[The records Boundary: Start]

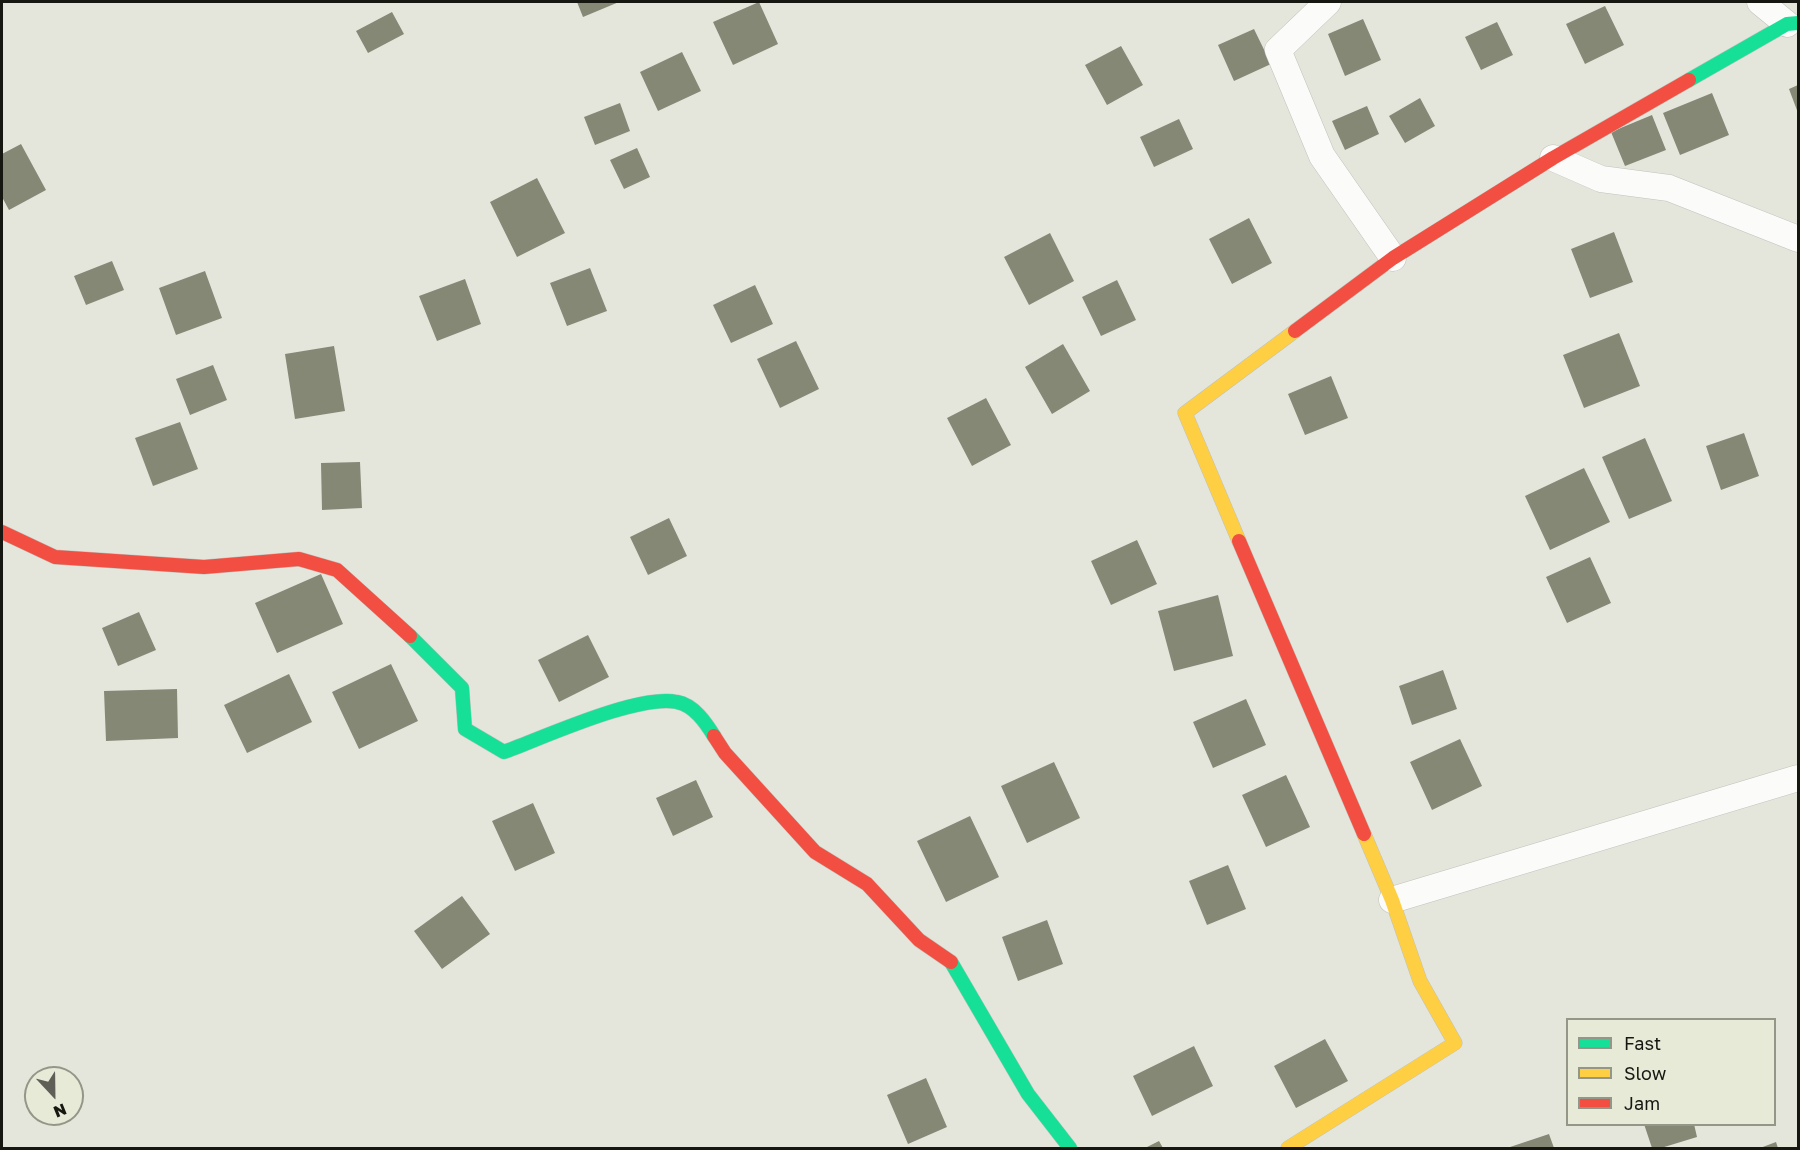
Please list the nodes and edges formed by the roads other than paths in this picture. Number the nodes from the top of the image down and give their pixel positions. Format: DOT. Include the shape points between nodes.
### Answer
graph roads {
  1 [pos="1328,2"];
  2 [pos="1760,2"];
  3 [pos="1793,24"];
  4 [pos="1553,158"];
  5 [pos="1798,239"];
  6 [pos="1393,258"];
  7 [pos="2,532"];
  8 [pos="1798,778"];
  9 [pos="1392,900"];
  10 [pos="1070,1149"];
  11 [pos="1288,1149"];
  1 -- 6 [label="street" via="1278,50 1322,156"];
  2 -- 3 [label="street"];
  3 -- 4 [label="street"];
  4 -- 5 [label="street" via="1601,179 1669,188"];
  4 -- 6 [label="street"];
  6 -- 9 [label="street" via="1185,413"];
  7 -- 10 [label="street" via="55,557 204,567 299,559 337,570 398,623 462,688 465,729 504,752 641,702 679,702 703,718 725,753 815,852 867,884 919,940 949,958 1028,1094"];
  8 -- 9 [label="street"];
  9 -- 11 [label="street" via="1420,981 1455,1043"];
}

[The records Boundary: End]
[The records Boundary: Start]

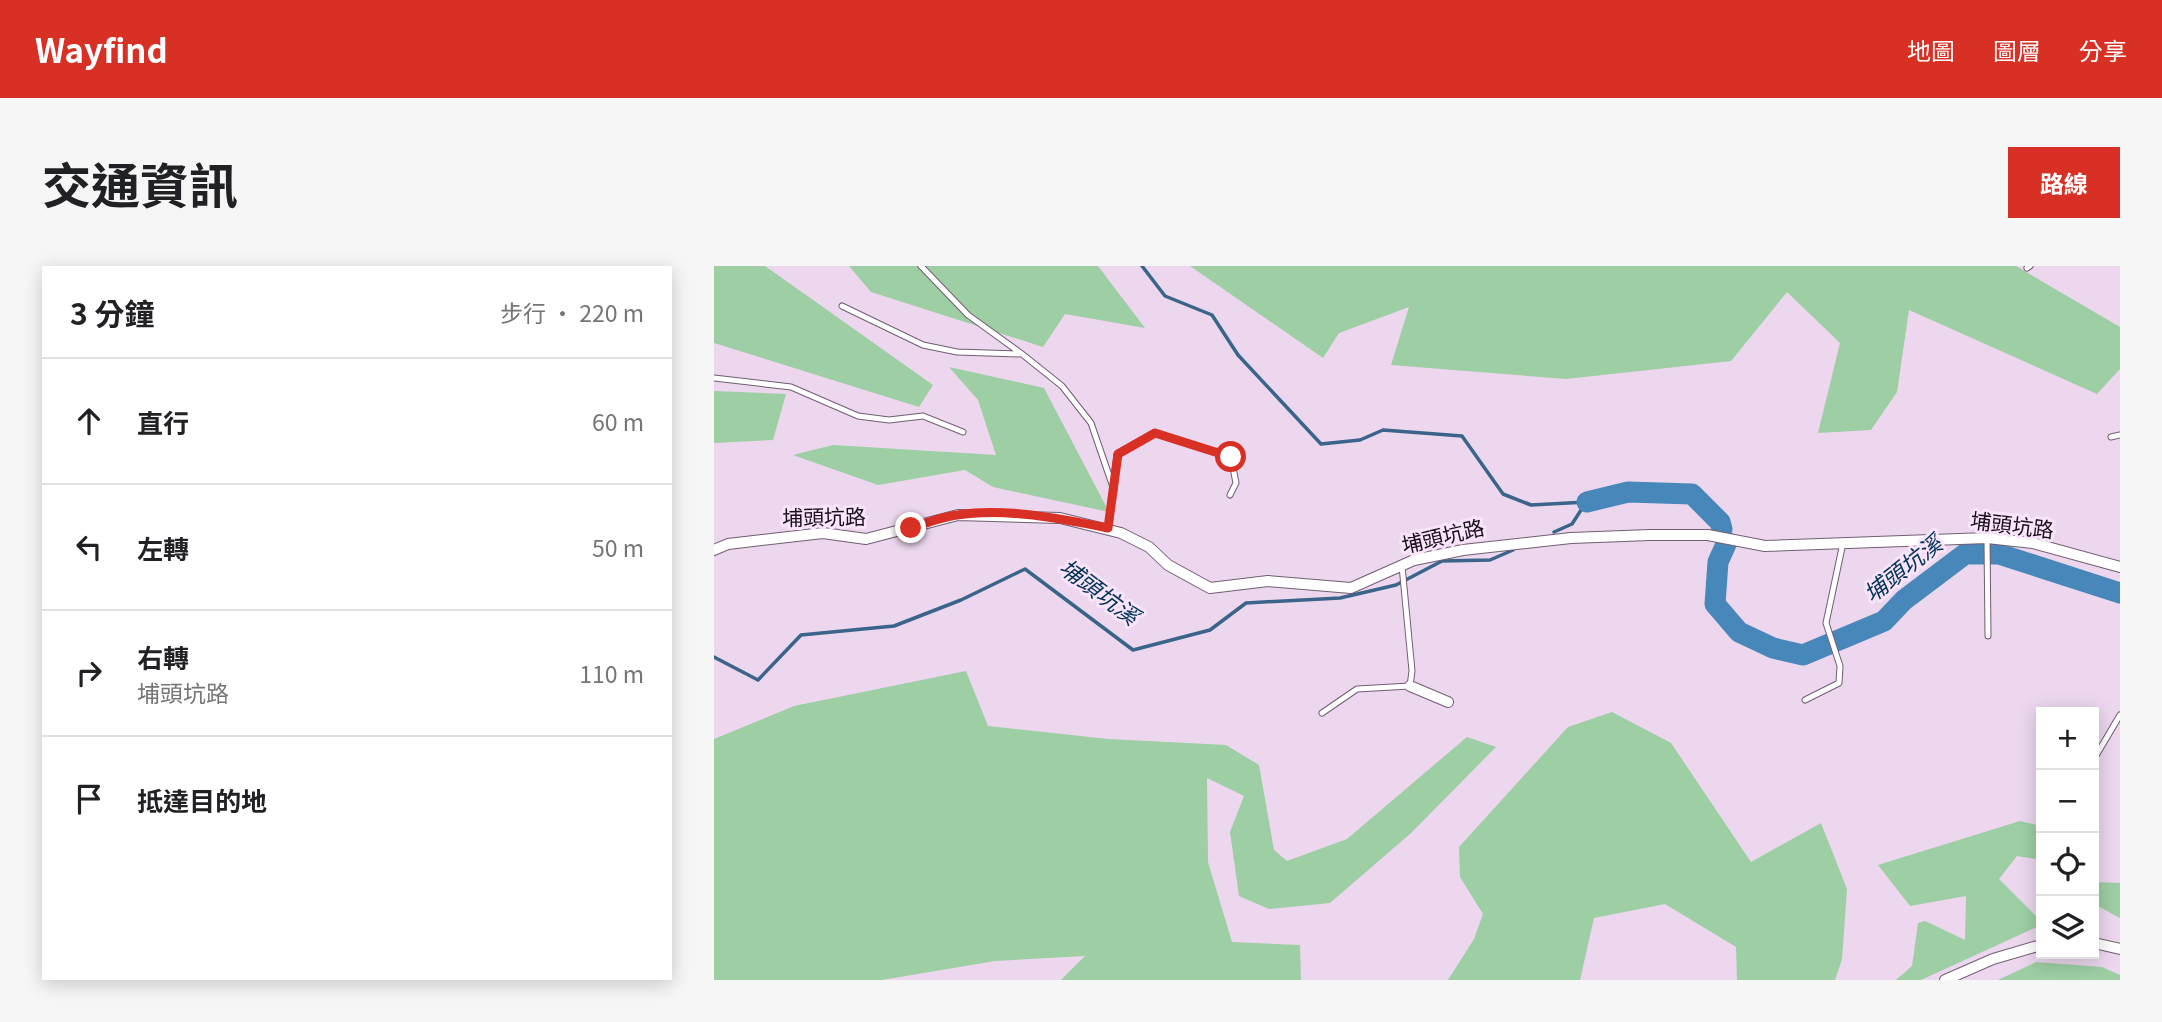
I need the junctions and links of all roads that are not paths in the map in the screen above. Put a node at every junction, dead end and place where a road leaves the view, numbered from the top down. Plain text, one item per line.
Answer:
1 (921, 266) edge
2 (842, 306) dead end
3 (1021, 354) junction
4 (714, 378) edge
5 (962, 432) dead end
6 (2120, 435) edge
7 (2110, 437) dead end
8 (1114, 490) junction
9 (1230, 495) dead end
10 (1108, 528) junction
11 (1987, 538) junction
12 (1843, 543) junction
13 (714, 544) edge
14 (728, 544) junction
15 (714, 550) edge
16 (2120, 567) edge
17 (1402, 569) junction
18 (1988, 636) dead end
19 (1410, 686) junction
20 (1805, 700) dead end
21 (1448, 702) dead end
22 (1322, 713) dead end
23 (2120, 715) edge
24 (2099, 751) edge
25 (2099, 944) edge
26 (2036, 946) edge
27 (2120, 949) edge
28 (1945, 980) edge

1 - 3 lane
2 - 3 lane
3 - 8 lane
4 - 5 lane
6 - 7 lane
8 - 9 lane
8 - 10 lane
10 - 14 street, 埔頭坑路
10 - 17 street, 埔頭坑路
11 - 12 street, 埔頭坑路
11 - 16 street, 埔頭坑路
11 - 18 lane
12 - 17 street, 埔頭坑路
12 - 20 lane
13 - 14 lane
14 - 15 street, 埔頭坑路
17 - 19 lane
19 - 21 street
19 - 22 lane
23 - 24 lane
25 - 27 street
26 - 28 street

[The records Boundary: End]
[The records Boundary: Start]

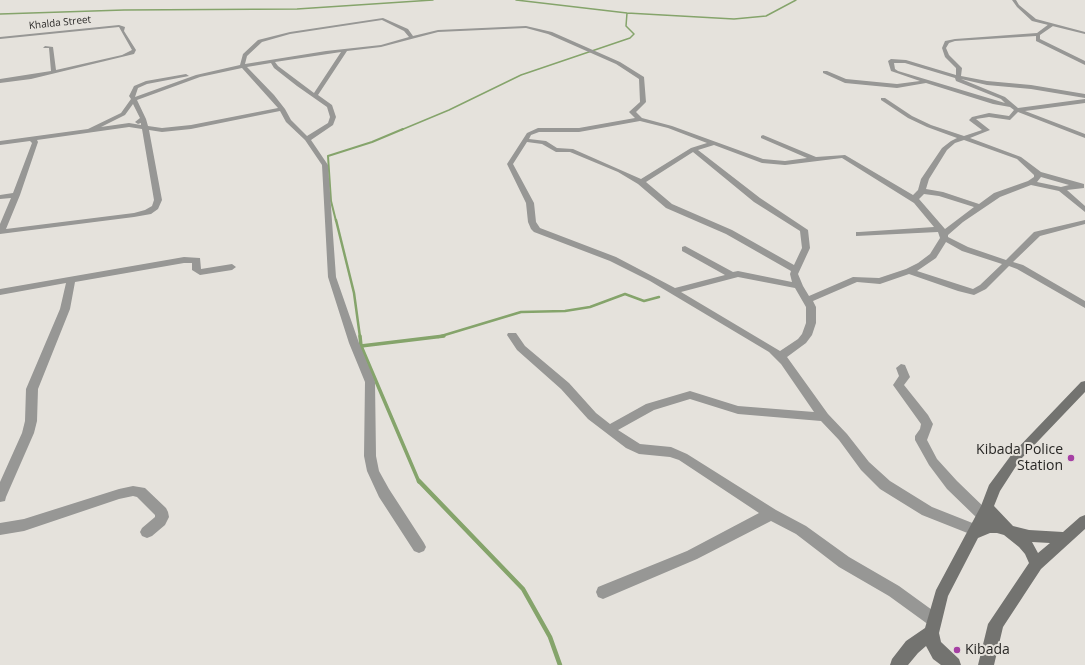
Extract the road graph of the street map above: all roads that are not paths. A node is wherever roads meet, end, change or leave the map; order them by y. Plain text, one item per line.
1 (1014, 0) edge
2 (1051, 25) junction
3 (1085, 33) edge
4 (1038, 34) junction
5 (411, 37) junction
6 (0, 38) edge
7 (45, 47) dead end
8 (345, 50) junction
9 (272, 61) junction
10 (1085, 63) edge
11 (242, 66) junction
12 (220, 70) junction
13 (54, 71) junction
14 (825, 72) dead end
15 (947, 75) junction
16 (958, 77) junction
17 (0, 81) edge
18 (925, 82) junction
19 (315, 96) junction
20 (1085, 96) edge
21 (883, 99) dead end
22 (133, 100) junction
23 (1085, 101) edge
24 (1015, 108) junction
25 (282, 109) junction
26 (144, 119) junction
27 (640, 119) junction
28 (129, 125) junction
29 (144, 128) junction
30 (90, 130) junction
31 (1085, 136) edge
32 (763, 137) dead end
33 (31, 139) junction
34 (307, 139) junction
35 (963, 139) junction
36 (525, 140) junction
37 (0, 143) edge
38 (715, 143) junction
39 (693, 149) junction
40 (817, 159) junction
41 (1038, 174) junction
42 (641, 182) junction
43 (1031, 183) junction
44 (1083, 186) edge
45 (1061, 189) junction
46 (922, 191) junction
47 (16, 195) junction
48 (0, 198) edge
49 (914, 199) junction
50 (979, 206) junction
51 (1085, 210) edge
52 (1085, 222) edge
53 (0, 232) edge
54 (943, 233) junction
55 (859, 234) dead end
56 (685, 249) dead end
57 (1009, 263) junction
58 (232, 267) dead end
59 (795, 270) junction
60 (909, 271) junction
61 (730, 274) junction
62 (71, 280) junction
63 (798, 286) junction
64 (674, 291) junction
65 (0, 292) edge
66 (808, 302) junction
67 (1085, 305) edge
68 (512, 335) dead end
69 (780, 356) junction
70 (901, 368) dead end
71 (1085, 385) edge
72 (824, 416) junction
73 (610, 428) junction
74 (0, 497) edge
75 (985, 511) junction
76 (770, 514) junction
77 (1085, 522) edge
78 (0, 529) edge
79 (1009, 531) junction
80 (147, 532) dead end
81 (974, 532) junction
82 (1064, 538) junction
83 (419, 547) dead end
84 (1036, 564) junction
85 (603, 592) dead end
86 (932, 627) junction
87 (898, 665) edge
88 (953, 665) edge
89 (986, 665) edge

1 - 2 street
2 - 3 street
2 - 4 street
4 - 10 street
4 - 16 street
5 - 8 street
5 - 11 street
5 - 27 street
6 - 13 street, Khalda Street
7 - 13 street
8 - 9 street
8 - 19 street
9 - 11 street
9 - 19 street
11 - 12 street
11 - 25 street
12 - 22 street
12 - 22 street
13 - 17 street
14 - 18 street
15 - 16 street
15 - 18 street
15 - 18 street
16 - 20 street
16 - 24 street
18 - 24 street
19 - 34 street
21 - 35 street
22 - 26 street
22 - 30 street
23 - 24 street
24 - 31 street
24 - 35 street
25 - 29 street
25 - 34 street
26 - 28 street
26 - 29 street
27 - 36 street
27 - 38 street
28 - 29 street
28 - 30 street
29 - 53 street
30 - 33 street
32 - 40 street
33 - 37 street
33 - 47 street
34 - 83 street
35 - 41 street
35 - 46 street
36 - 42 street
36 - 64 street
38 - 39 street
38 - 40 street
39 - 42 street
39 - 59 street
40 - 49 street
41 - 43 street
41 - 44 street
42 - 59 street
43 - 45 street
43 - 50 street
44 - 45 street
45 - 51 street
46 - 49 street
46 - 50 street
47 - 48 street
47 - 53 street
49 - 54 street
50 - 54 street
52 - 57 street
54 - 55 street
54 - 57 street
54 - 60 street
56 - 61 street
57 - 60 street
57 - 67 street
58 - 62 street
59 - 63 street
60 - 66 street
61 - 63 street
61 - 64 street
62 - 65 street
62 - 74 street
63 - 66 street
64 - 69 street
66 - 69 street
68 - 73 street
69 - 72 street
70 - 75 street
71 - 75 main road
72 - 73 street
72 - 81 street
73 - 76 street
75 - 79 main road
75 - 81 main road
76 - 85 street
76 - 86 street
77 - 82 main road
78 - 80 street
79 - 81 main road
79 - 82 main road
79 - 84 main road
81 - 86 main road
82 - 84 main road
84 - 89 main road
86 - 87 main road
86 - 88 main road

[The records Boundary: End]

*What is expected*.
Look through the records and gather every line containing "from".

*Expected answer*.
Please list the nodes and edges formed by the roads other than paths in this picture. Number the nodes from the top of the image down and give their pixel positions. Format: DOT. Include the shape points between nodes.
I need the junctions and links of all roads that are not paths in the map in the screen above. Put a node at every junction, dead end and place where a road leaves the view, numbered from the top down. Plain text, one item per line.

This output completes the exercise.